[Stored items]
:::

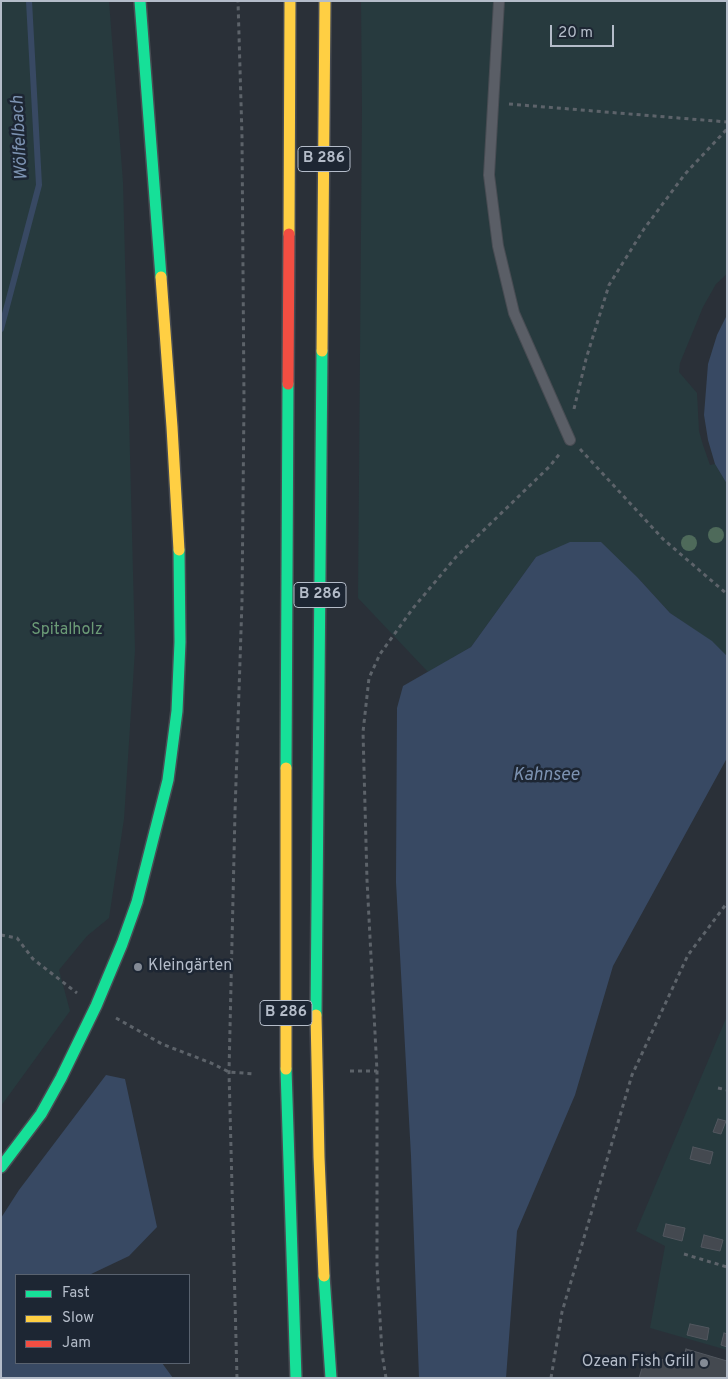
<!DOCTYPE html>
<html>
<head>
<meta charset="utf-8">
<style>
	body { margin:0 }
	#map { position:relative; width:728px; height:1379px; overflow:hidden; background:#2a3038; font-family:Overpass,sans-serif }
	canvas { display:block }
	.frame { position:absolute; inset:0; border:2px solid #b4bcc9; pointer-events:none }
	.legend { position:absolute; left:15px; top:1274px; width:175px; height:90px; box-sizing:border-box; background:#1d2633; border:1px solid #59626f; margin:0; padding:6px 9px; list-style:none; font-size:15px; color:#b4bcc9 }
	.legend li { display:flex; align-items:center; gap:10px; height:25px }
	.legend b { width:25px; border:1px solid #59626f }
	.scale { position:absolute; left:550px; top:25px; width:64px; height:22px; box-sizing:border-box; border:2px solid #b4bcc9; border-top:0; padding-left:6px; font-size:15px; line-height:18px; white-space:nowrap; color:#b4bcc9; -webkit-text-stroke:4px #1d2633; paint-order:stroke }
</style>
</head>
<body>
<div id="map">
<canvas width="728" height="1379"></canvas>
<div class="frame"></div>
<ul class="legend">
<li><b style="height:6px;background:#16e098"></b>Fast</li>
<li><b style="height:6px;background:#ffcf43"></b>Slow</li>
<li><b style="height:6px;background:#f24e42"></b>Jam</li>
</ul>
<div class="scale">20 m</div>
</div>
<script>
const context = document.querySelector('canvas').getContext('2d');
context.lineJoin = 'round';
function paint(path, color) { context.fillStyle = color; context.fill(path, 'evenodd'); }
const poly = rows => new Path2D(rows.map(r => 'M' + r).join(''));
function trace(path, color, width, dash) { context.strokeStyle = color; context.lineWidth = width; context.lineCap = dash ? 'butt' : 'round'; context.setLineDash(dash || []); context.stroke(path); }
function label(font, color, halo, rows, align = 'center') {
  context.font = font + ' Overpass,sans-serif'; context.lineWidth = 5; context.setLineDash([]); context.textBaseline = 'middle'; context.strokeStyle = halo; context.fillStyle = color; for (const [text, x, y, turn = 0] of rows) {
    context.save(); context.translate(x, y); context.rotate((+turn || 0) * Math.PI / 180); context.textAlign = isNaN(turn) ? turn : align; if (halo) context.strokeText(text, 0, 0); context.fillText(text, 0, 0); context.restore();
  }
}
paint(poly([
	[1,1,109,1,123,182,135,650,124,819,109,918,87,936,59,970,70,1011,1,1106],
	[361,1,727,1,727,274,716,284,703,307,680,363,679,372,697,393,699,431,703,445,710,465,715,464,727,484,727,656,712,642,670,613,638,578,536,557,471,647,428,672,358,598,362,109],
	[727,1016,727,1350,650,1328,665,1246,636,1231]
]), '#273a3e');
paint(poly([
	[727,315,727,484,715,464,708,440,704,415,708,364,717,335],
	[570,542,601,542,638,578,670,613,712,641,727,656,727,758,613,966,575,1095,517,1231,506,1378,419,1378,411,1156,396,882,397,708,403,686,471,647,536,557],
	[106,1075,125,1079,157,1227,129,1256,89,1275,16,1275,16,1363,162,1363,173,1378,1,1378,1,1218,19,1190]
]), '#384963');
trace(poly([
	[1,329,39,185,29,1]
]), '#384963', 6);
const building = poly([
	[718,1119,726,1121,721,1134,713,1132,718,1119],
	[693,1147,713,1152,710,1164,690,1159,693,1147],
	[666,1224,685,1228,682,1241,663,1236,666,1224],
	[704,1235,723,1240,720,1251,701,1247,704,1235],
	[690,1324,709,1328,707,1340,687,1335,690,1324],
	[724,1333,727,1334,727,1347,721,1345,724,1333],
	[686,1349,727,1361,727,1378,639,1378,646,1355,681,1365,686,1349]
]);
paint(building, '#444950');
trace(building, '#52575f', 1);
const lane = poly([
	[499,1,489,175,498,246,514,313,570,440]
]);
const fast = poly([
	[140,1,161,277],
	[286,768,288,384],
	[316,1015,322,351],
	[286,1069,296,1378],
	[1,1167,41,1114,61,1078,96,1006,122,944,137,902,168,780,177,711,180,642,179,550],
	[324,1276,331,1378]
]);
const slow = poly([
	[289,234,290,1],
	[161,277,172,427,179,550],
	[322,351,325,1],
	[286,768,286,1069],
	[316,1015,319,1157,324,1276]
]);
const jam = poly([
	[288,384,289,234]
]);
trace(lane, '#484c53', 12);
trace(fast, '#484c53', 14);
trace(slow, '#484c53', 14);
trace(jam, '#484c53', 14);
trace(poly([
	[509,104,727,122],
	[574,409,586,359,609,285,644,229,685,174,727,129],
	[580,449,663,539,727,594],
	[1,935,17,938,33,959,77,993],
	[116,1018,162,1044,211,1063,229,1072,255,1074],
	[350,1071,377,1071],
	[718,1088,727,1090],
	[684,1254,727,1267],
	[237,1378,229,1072,235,812,242,601,244,401,242,136,238,1],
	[386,1378,382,1353,377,1266,377,1071,367,880,363,732,369,678,380,654,414,607,456,557,550,466,561,452],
	[551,1378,562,1312,632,1075,688,955,727,903]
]), '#5d636a', 3, [4, 4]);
trace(lane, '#5a5e66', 10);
trace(fast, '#16e098', 11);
trace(slow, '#ffcf43', 11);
trace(jam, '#f24e42', 11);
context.fillStyle = '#4e6a5a';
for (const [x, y] of [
	[716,535],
	[689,543]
]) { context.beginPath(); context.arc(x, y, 8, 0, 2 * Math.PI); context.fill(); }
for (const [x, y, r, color] of [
	[138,967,5,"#848b96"],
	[704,1363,5,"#848b96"]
]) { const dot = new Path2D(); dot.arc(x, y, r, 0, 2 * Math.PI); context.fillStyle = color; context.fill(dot); trace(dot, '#1d2633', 2); }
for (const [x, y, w] of [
	[324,159,52],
	[320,595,52],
	[286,1013,52]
]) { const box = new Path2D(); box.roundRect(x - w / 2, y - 12.5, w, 25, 4); context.fillStyle = '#1d2633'; context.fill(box); trace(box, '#b4bcc9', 1); }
label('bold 15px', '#b4bcc9', null, [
	["B 286",324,159],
	["B 286",320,595],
	["B 286",286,1013]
]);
label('16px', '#6b9a76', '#1d2633', [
	["Spitalholz",67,631]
]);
label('16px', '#b4bcc9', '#1d2633', [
	["Kleingärten",148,967],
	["Ozean Fish Grill",694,1363,"right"]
], 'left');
label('italic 18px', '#7c92b1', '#1d2633', [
	["Wölfelbach",21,138,-93],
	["Kahnsee",546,776]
]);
</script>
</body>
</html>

:::

### EXERCISE REQUIREMENTS
Scan the data above for the word "strokeStyle" and report every line where it is found.

### OUTPUT BELOW
function trace(path, color, width, dash) { context.strokeStyle = color; context.lineWidth = width; context.lineCap = dash ? 'butt' : 'round'; context.setLineDash(dash || []); context.stroke(path); }
  context.font = font + ' Overpass,sans-serif'; context.lineWidth = 5; context.setLineDash([]); context.textBaseline = 'middle'; context.strokeStyle = halo; context.fillStyle = color; for (const [text, x, y, turn = 0] of rows) {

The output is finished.